Voorjaarsspanners
De VlinderstichtingBericht uitgegeven door De Vlinderstichting [land] op [publicatiedatum]
Er zijn niet veel vlinders actief zo vroeg in het jaar, maar er worden wel nachtvlinders gemeld. Het gaat vooral om vlinders uit de familie van de spanners, zoals kleine en grote voorjaarsspanner en perentak.
Er worden al weer regelmatig perentakken gemeld. Vanaf begin januari tot begin april is de perentak (Phigalia pilosaria) te vinden in de buurt van bomen en struiken, maar ook in stadsparken en tuinen. Het is een forse vlinder van zo’n twee centimeter spanwijdte. Het donkere tijger-patroon van het mannetje is variabel. De meeste exemplaren hebben een effen, vrijwel ongetekende groengrijze of lichtgrijze voorvleugel, maar er komen ook donkerder gekleurde varianten voor in diverse schakeringen.
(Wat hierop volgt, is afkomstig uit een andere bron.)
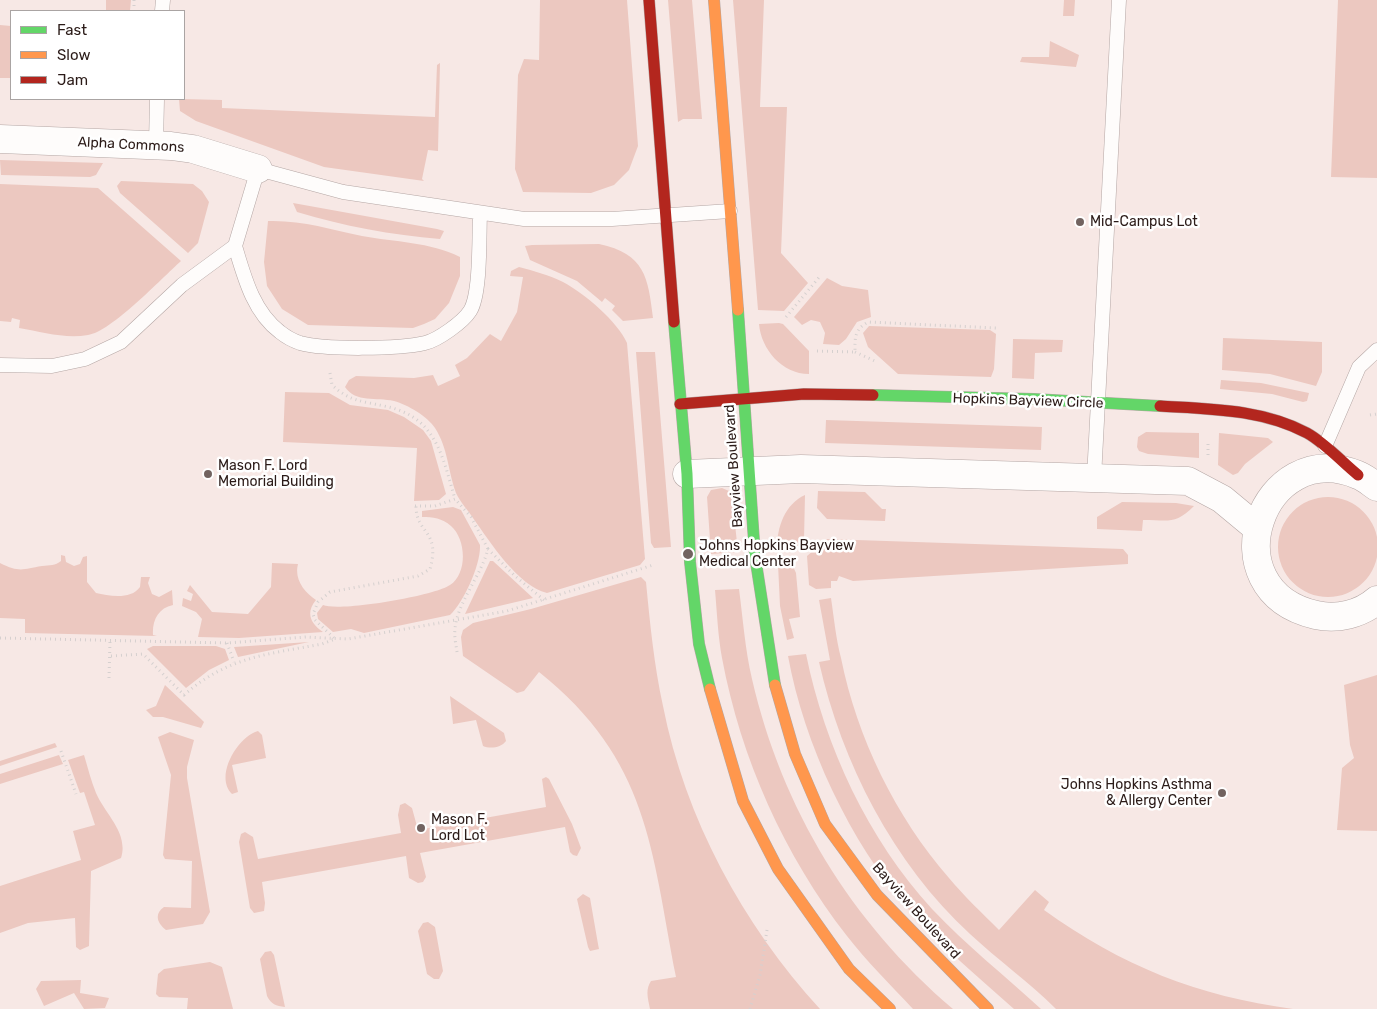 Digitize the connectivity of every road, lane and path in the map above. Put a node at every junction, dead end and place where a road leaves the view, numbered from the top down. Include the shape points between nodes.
1 (649, 0) edge
2 (714, 0) edge
3 (1119, 0) edge
4 (158, 100) edge
5 (0, 138) edge
6 (156, 144) junction
7 (258, 169) junction
8 (730, 211) junction
9 (480, 213) junction
10 (664, 216) junction
11 (235, 246) junction
12 (821, 275) dead end
13 (786, 317) dead end
14 (996, 328) dead end
15 (1377, 350) edge
16 (817, 351) dead end
17 (0, 365) edge
18 (330, 370) dead end
19 (745, 400) junction
20 (1098, 403) junction
21 (680, 404) junction
22 (1377, 414) edge
23 (1370, 415) dead end
24 (1208, 439) dead end
25 (1325, 446) junction
26 (1208, 457) dead end
27 (751, 471) junction
28 (687, 474) junction
29 (1094, 478) junction
30 (1367, 481) edge
31 (455, 499) junction
32 (1257, 528) junction
33 (488, 550) junction
34 (653, 565) dead end
35 (545, 600) junction
36 (1377, 600) edge
37 (456, 620) junction
38 (0, 638) edge
39 (335, 639) junction
40 (110, 641) junction
41 (227, 643) junction
42 (457, 652) dead end
43 (110, 656) junction
44 (234, 662) junction
45 (109, 678) dead end
46 (61, 751) dead end
47 (76, 794) dead end
48 (767, 930) dead end
49 (750, 1009) edge
50 (890, 1009) edge
51 (988, 1009) edge

1 - 10 street
2 - 8 street, Bayview Boulevard
3 - 20 lane
4 - 6 lane
5 - 6 street, Alpha Commons
6 - 7 street, Alpha Commons via 193,149
7 - 9 lane via 343,192
7 - 11 lane
8 - 10 lane
8 - 19 street, Bayview Boulevard
9 - 10 lane via 561,220
9 - 11 lane via 478,280 471,310 454,327 426,343 346,348 299,343 279,332 262,313 248,287
10 - 21 street
11 - 17 lane via 182,285 121,342 85,359 52,366
12 - 13 path
14 - 16 path via 868,322 855,334 855,352
15 - 25 lane via 1360,367
18 - 31 path via 332,385 350,399 396,408 424,425 435,437
19 - 20 street, Hopkins Bayview Circle via 804,394
19 - 21 street, Hopkins Bayview Circle
19 - 27 street, Bayview Boulevard
20 - 25 street, Hopkins Bayview Circle via 1221,410 1275,419 1310,434
20 - 29 lane
21 - 28 street
22 - 23 path
24 - 26 path
25 - 30 street, Hopkins Bayview Circle
27 - 28 street
27 - 29 street via 801,468
27 - 51 street, Bayview Boulevard via 755,556 772,674 795,754 825,824 878,894
28 - 50 street via 690,562 699,644 719,726 744,801 778,869 849,969
29 - 32 street via 1188,481 1222,499
30 - 32 street, Hopkins Bayview Circle via 1337,469 1315,470 1295,477 1277,490 1264,507
31 - 33 path via 471,517
31 - 39 path via 435,506 415,506 416,517 433,542 430,569 418,576 346,587 330,592 318,602 315,620
32 - 36 street, Hopkins Bayview Circle via 1256,553 1264,578 1279,598 1302,612 1326,618 1352,614
33 - 35 path
33 - 37 path
34 - 35 path
35 - 37 path
37 - 39 path
37 - 42 path
38 - 40 path
39 - 41 path via 306,637
39 - 44 path
40 - 41 path
40 - 43 path
41 - 44 path
43 - 44 path via 143,654 184,695 211,673
43 - 45 path
46 - 47 path
48 - 49 path via 760,975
Verse vlinders hebben een prachtige rozeachtige tint op het achterlijf. Het vrouwtje heeft geen vleugels en is bruinachtig met een dubbele rij vlekjes over het achterlijf. Vrouwtjes zijn, doordat de vleugels ontbreken, zeer onopvallend en worden veel minder gezien dan de mannetjes. De waarnemingen komen uit heel oostelijk en zuidelijk Nederland. Uit Zeeland en Noord- en Zuid-Holland komen nog geen meldingen.
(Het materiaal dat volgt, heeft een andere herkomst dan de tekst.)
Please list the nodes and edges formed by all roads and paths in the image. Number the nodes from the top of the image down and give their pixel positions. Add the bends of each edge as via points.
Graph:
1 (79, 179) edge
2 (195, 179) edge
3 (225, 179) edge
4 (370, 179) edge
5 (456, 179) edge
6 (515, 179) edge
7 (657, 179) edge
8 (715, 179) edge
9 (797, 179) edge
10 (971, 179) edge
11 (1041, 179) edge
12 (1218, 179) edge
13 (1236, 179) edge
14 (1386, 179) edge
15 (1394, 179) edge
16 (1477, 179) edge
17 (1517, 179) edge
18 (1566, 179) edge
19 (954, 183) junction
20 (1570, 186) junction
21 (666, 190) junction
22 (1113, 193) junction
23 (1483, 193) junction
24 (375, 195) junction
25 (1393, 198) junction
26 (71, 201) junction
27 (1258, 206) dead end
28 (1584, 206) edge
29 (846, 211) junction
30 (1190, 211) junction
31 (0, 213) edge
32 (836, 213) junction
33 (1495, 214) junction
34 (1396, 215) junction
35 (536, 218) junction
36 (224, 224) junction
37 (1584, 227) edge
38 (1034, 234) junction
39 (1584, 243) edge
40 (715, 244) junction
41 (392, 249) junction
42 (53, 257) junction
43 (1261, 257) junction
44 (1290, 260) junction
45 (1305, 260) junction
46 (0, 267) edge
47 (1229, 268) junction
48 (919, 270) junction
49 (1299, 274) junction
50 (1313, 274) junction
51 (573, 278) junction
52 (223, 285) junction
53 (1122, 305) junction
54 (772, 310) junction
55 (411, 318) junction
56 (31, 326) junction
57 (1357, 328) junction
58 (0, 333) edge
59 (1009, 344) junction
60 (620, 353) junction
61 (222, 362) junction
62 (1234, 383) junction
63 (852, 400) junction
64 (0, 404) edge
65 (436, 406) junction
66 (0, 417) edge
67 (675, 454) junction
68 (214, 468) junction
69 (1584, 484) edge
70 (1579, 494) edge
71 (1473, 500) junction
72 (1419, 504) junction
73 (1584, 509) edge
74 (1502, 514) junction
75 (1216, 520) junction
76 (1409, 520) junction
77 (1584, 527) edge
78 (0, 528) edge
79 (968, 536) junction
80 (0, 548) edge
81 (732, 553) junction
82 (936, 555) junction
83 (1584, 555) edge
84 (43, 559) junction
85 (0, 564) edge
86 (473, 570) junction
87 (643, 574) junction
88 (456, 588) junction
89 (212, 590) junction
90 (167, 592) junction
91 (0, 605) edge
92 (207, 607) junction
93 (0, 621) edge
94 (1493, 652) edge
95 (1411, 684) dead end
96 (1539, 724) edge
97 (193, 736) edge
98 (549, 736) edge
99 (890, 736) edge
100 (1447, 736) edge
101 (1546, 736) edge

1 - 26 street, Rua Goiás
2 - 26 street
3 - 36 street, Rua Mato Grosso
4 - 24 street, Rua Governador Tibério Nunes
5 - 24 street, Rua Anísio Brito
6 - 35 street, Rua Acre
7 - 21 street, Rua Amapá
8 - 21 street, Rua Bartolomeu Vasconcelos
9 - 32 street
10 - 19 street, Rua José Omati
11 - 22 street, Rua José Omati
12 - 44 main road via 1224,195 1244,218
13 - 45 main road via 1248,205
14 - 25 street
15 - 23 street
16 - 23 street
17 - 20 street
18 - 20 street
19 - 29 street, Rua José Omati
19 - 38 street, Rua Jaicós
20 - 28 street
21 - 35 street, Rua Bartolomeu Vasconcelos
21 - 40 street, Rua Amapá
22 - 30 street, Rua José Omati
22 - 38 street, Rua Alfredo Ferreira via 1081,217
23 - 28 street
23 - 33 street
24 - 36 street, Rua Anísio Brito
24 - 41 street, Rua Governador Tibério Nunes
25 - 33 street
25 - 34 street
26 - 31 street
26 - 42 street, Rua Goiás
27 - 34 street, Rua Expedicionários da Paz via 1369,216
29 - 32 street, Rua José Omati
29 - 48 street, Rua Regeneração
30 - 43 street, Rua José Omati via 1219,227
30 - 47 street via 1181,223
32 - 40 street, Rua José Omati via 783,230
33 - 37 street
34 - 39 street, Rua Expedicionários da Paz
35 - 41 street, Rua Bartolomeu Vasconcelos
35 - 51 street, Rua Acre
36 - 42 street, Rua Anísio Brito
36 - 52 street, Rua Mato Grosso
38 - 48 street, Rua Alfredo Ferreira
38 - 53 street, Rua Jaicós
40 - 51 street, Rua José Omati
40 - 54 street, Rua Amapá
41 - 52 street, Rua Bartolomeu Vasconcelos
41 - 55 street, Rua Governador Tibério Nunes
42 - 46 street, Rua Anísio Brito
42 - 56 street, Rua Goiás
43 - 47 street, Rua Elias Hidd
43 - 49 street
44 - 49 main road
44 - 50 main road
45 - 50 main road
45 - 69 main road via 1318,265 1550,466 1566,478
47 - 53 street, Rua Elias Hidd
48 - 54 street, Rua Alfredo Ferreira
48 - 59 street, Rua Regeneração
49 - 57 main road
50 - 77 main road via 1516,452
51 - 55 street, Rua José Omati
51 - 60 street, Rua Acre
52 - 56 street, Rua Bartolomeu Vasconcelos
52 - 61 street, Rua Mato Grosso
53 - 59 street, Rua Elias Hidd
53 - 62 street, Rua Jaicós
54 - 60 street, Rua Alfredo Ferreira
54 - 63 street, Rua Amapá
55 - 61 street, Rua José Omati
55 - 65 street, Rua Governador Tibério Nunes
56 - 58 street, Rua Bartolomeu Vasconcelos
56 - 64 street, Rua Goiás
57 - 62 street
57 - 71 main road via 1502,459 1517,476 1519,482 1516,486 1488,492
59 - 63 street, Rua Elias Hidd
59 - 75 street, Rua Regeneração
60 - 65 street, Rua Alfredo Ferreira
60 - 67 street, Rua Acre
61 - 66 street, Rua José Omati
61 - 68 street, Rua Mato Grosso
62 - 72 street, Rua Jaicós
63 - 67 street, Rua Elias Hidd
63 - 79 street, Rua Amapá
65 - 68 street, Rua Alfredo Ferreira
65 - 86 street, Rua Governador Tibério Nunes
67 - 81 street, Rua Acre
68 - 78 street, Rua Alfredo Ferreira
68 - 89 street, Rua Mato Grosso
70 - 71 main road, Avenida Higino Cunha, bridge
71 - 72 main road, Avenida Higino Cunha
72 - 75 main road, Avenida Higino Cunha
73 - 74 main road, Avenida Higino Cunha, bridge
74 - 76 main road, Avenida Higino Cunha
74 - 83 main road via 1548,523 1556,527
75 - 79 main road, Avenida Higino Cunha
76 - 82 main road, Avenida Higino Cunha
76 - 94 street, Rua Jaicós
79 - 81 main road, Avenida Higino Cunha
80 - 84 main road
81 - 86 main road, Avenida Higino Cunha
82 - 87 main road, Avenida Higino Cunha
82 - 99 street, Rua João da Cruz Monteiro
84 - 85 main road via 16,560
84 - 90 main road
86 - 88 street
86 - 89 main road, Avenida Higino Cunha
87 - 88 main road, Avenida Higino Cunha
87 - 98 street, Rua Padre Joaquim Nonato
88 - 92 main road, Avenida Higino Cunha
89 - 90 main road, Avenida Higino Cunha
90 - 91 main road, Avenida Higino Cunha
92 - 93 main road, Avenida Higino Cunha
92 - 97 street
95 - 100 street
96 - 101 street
Datzelfde geldt voor veel van de andere vlinderwaarnemingen die tot dusver zijn binnengekomen in 2012. Een flink deel daarvan heeft betrekking op voorjaarsspanners. Zeker wat betreft het aantal gemelde individuen spannen ze de kroon. De kleine voorjaarsspanner (Agriopis leucophaearia) is momenteel de talrijkste. De mannetjes rusten overdag soms op boomstammen, maar zitten meestal verscholen achter de schors of in bastspleten; ze laten zich gemakkelijk opjagen en gaan dan enkele meters verderop weer zitten. De grote voorjaarsspanner (Agriopis marginaria), wordt ook wel regelmatig gemeld, maar duidelijk minder dan de kleine. Het is een vrij gewone soort die verspreid over het hele land voorkomt, vooral in loofbossen, maar ook in struwelen, heiden, ruige graslanden en tuinen. De vrouwtjes hebben ook geen vleugels. De mannetjes komen soms in grote aantallen af op licht, vooral wanneer de hele nacht lang met lichtvallen in het bos wordt gevangen. Soms worden ze ook aangetrokken door stroop. De mannetjes kunnen ook in de middag al vliegend worden waargenomen.